Several months ago the European Court of Human Rights (ECHR) ruled against Germany's use of preventive detention in such cases, which it said was tantamount to post facto punishment. Under a 1998 law, German courts can rule to keep prisoners deemed to be societal threats under so-called "preventive detention" for an indefinite period after they have served their official sentences.
Following the ECHR's ruling, some German courts fell in line, but most decided to wait for the Federal Constitutional Court to rule on the matter.
'Not a form of punishment'
As many as 70 violent offenders may soon be released in accordance with the ECHR decision in the state of North-Rhine Westphalia (NRW) alone. These prisoners are the particularly questionable, so-called "old cases."

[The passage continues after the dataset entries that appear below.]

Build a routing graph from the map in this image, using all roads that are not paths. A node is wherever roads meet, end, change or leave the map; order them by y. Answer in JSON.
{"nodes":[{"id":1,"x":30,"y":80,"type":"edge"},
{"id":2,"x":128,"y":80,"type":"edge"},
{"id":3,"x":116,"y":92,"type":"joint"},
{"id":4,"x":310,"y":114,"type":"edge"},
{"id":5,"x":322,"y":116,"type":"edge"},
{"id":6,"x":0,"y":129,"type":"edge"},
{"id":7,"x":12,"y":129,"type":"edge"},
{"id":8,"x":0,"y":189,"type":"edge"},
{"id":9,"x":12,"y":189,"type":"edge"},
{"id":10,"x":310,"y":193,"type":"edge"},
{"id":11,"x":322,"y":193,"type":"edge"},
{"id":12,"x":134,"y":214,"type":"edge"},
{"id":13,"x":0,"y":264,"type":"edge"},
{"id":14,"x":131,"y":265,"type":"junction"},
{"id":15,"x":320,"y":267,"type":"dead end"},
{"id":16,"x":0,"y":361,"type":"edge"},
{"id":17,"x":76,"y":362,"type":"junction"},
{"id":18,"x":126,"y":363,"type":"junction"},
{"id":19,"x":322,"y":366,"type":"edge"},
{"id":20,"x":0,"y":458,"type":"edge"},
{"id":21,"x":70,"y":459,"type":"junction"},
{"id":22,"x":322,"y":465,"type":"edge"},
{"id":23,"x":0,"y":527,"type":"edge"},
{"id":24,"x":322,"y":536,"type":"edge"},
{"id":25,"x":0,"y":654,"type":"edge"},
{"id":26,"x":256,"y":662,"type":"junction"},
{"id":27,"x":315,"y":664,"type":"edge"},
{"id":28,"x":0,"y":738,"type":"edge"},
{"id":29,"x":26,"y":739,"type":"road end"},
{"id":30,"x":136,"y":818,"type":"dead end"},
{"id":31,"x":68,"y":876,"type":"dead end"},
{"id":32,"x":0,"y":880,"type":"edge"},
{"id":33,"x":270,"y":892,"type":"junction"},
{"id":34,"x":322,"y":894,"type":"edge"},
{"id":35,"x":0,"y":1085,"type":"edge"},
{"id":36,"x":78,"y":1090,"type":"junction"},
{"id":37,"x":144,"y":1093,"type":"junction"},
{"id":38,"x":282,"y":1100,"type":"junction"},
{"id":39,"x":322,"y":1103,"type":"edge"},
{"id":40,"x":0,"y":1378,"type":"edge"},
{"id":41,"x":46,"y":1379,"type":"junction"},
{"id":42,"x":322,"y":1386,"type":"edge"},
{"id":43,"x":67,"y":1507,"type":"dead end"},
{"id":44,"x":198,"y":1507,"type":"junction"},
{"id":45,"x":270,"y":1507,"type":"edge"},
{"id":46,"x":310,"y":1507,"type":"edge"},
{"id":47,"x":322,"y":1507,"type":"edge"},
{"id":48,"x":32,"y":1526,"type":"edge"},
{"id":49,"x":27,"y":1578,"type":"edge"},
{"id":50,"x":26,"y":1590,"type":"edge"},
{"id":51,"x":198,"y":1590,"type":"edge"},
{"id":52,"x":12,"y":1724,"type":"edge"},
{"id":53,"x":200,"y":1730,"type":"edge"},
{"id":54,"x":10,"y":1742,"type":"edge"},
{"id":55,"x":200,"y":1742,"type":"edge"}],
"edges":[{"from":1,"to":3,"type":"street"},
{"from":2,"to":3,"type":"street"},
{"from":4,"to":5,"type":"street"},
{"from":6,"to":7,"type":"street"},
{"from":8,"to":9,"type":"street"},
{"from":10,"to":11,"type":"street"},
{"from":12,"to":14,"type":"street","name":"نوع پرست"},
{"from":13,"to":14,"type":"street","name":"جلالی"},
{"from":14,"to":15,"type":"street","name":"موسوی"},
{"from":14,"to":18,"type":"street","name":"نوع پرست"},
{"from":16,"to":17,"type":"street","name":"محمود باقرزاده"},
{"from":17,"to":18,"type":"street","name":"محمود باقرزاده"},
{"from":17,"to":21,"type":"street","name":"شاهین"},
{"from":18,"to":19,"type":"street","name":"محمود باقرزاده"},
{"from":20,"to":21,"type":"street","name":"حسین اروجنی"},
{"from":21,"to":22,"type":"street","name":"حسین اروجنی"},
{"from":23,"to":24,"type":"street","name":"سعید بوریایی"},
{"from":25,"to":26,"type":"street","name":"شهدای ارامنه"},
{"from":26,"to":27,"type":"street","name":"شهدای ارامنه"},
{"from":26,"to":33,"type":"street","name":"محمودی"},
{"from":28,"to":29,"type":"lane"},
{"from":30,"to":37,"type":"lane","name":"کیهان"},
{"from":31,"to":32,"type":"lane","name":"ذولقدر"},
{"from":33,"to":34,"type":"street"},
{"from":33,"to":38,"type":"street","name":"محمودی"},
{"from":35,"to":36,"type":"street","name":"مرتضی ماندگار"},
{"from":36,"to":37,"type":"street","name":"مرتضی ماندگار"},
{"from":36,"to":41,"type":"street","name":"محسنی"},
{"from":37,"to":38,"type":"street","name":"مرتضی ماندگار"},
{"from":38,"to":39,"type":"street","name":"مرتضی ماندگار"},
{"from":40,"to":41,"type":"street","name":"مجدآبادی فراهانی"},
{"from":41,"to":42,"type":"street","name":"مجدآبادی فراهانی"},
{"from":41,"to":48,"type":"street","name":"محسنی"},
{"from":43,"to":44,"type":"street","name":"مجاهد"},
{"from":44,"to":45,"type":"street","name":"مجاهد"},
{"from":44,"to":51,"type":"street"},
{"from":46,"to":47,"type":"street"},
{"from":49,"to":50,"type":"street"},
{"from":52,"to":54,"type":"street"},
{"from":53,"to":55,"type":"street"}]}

They were sentenced to prison with the possibility of preventive detention before 1998 - when an amendment lifted a 10-year time limit on post-term detention. In their cases, the new law was applied retroactively to keep them in jail after they had finished their actual prison terms and 10 years of post-term preventive detention.
The ECHR in Strasbourg says preventive detention goes against human rights
In NRW the regional appeals court in the city of Cologne is one of the many to uphold current German law despite the ECHR ruling.
Court spokesman Hubertus Nolte told Deutsche Welle that under German law, "preventive detention is not a form of punishment" but "a safety measure for the general public, to protect the people against dangerous repeat offenders."
A violation of the right to liberty
The ECHR, however, views preventive detention as punitive, and in the case of Reinhard M. versus Germany, the ECHR ruled that the retroactive implementation of indefinite preventive detention was a violation of human rights.
In 1986, Reinhard M. was sentenced to 5 years in prison with the possibility of preventive detention. However, when 2001 came, the time when he was expecting to be released, a court retroactively applied the 1998 amendment to the Criminal Code that lifted the time limit on preventive detention - and Reinhard M. remained behind bars.
In a ruling in May this year, the European Court found that M.'s "continued preventive detention violated his right to liberty," a Court spokesperson told Deutsche Welle.
The Court also ruled that the plaintiff's further imprisonment was unlawful "in particular as there was not a sufficient causal connection between his conviction in 1986 and his continued detention, after the completion of ten years in preventive detention."
Dragging heels in Germany
Thomas Ullenbruch, a judge at the Emmendingen Circuit Court, sees the decision in Strasbourg as a call to action for German courts.
Leutheusser-Schnarrenberger is for more careful use of preventive detention
Instead, he says, they are only dragging their heels. "Although the decision from Strasbourg was anything but surprising, an unprecedented chaos now reigns," he told ZDF television, adding that, "Clear guidelines must be implemented in dozens of cases. Up till now very few people have been released and even the Federal Constitutional Court has been putting the issue off."
While some German regional courts have heeded the ECHR's decision and have begun releasing "old case" prisoners, Cologne's court authorities have refused do so until there is a ruling on the matter from the Federal Constitutional Court.
"Our court, like other state courts in Germany, is of the opinion that we can't simply apply the decision of the ECHR as if it were German law," Nolte said.
Judges 'aren't psychics'
Another issue at hand is the use of preventive detention in cases where it was not mentioned during sentencing at all.
Germany's Federal Minister of Justice, Sabine Leutheusser-Schnarrenberger, does not wish to do away with preventive detention but said in an interview with ZDF television that she wanted to see judges making use of it more often when first sentencing criminals, thus eliminating the need to impose it retroactively.
Leutheusser-Schnarrenberger's stance has met with criticism from state-level justice authorities, especially in parts of the country ruled by conservatives from the Christian Democrats (CDU) and Christian Social Union (CSU).
Bavaria's Minister of Justice Beate Merk of the CSU, sees one major "safety flaw" in limiting courts' rights to keep dangerous criminals away from society:
Merk says judges "aren't psychics"
"Our judges aren't psychics. Maybe the Federal Minister of Justice thinks they are, but they aren't. If during a prisoner's term, new facts come to light and with them new insight, judges can only act then," she said. "For that scenario we need the ability to implement preventive custody retroactively."
Merk added that her state would not release any dangerous offenders unless ordered to do so by Leutheusser-Schnarrenberger's Ministry of Justice.
Until that occurs - if it does - courts in Bavaria and all over Germany will continue to hold repeat offenders in prison for as long as they see fit.